King James Version (KJV)
Albert Barnes
Notes on the Whole Bible

When I say, My bed shall comfort me - The idea in this verse and the following is, that there was no intermission to his sorrows. Even the times when people usually sought repose were to him times of distress. Then he was disturbed and alarmed by the most frightful dreams and visions, and sleep fled from him.
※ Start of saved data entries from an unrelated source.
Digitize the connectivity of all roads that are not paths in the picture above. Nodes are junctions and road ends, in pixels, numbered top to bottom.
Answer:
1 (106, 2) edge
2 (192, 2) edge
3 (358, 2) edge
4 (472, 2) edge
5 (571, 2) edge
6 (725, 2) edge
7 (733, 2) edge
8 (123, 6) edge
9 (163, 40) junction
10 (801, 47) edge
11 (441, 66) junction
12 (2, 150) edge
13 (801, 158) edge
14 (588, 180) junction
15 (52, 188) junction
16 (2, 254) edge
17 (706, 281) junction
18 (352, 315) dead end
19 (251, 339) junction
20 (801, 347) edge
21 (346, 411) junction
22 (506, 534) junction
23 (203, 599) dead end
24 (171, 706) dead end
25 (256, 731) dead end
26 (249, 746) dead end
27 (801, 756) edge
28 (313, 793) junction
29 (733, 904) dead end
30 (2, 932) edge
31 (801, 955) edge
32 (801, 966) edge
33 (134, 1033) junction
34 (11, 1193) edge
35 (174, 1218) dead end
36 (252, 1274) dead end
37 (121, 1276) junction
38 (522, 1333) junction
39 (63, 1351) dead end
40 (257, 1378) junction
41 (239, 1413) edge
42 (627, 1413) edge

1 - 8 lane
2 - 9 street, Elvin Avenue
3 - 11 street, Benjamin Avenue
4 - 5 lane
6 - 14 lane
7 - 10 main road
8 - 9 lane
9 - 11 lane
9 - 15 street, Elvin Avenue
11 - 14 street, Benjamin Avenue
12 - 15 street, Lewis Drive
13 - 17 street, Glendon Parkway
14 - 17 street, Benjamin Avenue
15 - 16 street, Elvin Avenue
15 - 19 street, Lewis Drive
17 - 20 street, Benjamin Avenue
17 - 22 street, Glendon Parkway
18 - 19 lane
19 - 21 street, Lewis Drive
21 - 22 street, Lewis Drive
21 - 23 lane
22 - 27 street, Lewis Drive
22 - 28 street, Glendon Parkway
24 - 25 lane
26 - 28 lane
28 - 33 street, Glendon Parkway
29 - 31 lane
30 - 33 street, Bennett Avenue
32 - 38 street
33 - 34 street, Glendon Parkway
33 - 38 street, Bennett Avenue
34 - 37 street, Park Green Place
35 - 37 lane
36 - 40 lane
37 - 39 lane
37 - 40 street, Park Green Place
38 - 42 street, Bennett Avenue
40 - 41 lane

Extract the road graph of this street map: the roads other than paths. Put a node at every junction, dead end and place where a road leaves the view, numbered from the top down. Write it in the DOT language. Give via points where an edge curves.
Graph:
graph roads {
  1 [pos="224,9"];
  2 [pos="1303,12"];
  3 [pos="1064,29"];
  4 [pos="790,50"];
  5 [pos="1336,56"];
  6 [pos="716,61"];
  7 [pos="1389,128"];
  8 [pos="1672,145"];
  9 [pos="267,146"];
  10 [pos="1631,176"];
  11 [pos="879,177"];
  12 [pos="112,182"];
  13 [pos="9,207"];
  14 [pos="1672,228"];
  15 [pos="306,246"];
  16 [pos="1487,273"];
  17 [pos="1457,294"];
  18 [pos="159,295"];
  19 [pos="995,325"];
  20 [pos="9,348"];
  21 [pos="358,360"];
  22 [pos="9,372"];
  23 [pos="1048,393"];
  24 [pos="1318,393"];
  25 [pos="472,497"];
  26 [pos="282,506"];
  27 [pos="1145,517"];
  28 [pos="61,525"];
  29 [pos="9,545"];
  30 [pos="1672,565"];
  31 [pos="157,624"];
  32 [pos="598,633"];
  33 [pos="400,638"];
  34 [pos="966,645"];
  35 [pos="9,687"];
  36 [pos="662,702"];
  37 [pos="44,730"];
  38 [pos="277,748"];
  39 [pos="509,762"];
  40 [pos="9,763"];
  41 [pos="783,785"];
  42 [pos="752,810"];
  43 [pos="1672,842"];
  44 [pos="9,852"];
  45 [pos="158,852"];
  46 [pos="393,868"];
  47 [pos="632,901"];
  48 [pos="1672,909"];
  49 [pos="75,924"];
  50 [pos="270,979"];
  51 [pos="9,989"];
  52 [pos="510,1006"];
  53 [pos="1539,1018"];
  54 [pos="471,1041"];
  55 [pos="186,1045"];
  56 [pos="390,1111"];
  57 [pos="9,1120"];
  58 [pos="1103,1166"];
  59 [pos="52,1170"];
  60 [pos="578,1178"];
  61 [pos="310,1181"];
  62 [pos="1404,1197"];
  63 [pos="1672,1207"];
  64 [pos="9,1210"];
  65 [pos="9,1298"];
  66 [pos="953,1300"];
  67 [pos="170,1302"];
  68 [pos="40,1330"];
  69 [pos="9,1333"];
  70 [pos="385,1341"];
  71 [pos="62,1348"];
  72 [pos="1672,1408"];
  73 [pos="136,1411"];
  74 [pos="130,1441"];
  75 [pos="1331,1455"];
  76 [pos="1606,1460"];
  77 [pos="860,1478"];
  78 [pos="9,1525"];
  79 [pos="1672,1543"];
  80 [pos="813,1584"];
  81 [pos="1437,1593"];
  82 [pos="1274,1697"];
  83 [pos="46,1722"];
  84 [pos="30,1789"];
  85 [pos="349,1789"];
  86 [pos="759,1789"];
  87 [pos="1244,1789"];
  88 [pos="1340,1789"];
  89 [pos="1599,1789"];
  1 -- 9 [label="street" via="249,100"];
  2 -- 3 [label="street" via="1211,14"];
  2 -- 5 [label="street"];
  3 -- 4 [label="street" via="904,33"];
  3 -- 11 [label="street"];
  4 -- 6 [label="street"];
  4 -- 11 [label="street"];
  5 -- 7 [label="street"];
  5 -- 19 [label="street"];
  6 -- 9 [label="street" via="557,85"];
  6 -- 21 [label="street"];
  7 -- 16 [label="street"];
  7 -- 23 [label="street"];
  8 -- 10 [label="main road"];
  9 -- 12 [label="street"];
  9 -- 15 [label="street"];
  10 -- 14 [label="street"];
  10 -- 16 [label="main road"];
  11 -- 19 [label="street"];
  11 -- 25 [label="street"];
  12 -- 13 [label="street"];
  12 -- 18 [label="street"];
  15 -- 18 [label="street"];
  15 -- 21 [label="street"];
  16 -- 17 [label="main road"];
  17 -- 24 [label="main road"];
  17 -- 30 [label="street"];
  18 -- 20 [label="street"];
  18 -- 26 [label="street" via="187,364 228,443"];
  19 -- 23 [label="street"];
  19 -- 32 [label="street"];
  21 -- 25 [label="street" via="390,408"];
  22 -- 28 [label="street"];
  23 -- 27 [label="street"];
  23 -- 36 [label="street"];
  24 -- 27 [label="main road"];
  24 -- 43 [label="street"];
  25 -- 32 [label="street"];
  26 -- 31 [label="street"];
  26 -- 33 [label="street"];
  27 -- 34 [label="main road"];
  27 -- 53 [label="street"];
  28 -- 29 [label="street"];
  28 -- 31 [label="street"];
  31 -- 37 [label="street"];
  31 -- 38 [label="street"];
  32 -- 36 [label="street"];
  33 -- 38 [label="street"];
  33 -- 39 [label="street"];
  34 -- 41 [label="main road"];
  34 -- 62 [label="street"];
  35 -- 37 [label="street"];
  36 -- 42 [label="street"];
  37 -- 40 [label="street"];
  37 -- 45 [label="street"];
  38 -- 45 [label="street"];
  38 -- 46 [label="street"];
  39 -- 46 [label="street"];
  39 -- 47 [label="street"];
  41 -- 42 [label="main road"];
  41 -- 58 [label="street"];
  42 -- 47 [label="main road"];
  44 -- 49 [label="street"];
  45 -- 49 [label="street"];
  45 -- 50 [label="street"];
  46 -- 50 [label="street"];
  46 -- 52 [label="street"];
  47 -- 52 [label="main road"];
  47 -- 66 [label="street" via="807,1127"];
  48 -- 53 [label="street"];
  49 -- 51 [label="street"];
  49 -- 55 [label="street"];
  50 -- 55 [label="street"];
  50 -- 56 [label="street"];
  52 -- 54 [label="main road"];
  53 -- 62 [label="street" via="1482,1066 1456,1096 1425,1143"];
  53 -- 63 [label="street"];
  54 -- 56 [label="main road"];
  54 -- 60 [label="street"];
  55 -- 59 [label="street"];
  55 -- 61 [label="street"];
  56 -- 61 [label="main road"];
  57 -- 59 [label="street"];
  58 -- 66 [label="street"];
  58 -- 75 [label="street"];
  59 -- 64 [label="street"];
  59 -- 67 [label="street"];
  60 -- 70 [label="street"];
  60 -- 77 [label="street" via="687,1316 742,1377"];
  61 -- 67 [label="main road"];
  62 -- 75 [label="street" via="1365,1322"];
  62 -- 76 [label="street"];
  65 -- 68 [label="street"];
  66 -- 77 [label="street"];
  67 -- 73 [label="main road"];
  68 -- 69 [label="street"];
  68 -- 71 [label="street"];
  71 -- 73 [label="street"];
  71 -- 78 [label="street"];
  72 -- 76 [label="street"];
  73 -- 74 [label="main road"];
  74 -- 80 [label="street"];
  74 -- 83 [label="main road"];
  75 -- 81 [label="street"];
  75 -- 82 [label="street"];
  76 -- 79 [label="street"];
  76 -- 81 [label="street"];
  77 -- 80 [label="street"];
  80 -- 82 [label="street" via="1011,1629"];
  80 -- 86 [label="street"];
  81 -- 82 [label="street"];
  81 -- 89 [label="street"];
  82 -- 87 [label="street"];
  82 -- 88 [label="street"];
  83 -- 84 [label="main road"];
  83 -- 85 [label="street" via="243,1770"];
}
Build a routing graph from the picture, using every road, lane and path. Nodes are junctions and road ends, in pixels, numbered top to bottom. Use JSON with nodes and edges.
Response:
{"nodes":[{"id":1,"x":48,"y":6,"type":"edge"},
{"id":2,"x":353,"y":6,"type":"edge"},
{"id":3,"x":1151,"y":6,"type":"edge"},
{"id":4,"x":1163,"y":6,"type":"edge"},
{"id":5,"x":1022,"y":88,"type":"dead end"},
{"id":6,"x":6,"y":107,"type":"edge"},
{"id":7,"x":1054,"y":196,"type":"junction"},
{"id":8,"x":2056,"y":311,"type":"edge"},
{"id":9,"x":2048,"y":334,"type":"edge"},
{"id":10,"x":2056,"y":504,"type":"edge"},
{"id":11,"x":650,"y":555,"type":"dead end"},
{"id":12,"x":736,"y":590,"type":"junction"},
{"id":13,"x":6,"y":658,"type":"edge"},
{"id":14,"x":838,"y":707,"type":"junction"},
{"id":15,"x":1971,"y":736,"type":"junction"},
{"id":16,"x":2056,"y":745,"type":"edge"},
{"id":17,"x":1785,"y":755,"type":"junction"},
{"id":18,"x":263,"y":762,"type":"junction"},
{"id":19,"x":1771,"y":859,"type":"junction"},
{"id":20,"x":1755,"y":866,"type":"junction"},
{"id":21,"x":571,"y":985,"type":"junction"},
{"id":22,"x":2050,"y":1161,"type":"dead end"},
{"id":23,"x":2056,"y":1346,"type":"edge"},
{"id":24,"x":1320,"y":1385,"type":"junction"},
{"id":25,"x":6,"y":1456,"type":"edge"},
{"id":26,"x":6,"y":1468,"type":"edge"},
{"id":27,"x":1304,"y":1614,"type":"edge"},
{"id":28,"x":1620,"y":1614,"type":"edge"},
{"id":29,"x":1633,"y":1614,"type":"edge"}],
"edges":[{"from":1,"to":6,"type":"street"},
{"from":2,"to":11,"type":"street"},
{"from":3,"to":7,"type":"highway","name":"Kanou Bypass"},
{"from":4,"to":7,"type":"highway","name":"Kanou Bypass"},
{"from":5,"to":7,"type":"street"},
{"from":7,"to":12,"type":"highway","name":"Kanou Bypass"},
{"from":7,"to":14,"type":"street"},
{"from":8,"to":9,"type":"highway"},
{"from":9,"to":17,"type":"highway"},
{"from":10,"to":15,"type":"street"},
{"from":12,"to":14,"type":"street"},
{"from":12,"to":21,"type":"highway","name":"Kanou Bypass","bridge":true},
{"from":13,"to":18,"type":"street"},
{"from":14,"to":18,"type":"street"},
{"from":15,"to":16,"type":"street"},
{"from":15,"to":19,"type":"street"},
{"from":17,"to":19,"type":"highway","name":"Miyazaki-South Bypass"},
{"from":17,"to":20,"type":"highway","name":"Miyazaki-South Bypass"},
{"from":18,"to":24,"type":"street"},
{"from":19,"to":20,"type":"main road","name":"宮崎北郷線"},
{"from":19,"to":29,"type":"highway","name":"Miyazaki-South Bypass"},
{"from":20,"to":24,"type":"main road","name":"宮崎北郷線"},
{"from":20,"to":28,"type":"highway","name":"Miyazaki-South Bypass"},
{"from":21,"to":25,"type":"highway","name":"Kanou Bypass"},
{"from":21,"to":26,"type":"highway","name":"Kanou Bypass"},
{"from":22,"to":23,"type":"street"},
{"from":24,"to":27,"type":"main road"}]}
Shall ease my complaint - The word rendered “shall ease” ישׂא yı̂śâ' means rather, shall bear; that is, shall lighten or sustain. The meaning is, that he sought relief on his bed.

Matthew Henry
Concise Bible Commentary
Plain truths as to the shortness and vanity of man's life, and the certainty of death, do us good, when we think and speak of them with application to ourselves. Dying is done but once, and therefore it had need be well done. An error here is past retrieve. Other clouds arise, but the same cloud never returns: so a new generation of men is raised up, but the former generation vanishes away. Glorified saints shall return no more to the cares and sorrows of their houses; nor condemned sinners to the gaieties and pleasures of their houses. It concerns us to secure a better place when we die. From these reasons Job might have drawn a better conclusion than this, I will complain. When we have but a few breaths to draw, we should spend them in the holy, gracious breathings of faith and prayer; not in the noisome, noxious breathings of sin and corruption. We have much reason to pray, that He who keeps Israel, and neither slumbers nor sleeps, may keep us when we slumber and sleep. Job covets to rest in his grave. Doubtless, this was his infirmity; for though a good man would choose death rather than sin, yet he should be content to live as long as God pleases, because life is our opportunity of glorifying him, and preparing for heaven.